Segment Open
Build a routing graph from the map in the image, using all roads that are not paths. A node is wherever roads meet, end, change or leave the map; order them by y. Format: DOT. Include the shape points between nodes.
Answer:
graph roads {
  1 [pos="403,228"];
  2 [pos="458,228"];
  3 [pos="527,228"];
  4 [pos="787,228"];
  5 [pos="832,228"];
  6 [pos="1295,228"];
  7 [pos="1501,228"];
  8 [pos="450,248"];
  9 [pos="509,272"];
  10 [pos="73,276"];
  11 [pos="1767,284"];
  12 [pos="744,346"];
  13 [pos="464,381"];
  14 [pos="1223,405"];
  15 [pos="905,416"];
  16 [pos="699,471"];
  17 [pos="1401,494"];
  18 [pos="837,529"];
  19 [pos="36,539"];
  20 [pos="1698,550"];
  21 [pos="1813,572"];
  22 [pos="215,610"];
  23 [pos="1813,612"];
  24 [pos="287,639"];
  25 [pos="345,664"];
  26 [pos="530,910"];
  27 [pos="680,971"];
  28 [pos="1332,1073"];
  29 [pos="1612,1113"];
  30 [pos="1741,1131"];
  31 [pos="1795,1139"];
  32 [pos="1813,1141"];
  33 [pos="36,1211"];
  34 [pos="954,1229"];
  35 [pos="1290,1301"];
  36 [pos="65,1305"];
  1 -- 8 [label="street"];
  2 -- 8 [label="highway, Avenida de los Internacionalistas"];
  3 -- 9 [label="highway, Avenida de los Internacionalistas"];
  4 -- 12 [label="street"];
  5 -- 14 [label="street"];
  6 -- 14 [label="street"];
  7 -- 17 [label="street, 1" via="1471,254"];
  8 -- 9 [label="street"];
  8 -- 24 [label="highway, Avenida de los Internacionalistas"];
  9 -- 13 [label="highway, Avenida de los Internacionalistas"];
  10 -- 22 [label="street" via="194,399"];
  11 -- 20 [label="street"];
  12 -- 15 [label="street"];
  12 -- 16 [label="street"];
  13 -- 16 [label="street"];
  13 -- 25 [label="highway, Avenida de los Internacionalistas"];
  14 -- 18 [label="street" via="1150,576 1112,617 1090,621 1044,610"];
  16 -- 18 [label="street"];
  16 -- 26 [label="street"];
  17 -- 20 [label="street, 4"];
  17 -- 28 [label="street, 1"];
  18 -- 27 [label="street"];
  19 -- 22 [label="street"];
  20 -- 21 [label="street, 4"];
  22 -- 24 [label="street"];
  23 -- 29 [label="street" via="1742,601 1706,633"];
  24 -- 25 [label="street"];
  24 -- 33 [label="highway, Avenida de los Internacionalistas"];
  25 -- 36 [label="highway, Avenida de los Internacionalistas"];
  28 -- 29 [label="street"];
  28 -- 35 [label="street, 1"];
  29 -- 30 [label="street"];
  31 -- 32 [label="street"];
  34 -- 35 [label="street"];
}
Segment Closed
Try it
Go through the records above and return each line in which the word "graph" occurs.

Solution to this exercise
Build a routing graph from the map in the image, using all roads that are not paths. A node is wherever roads meet, end, change or leave the map; order them by y. Format: DOT. Include the shape points between nodes.
graph roads {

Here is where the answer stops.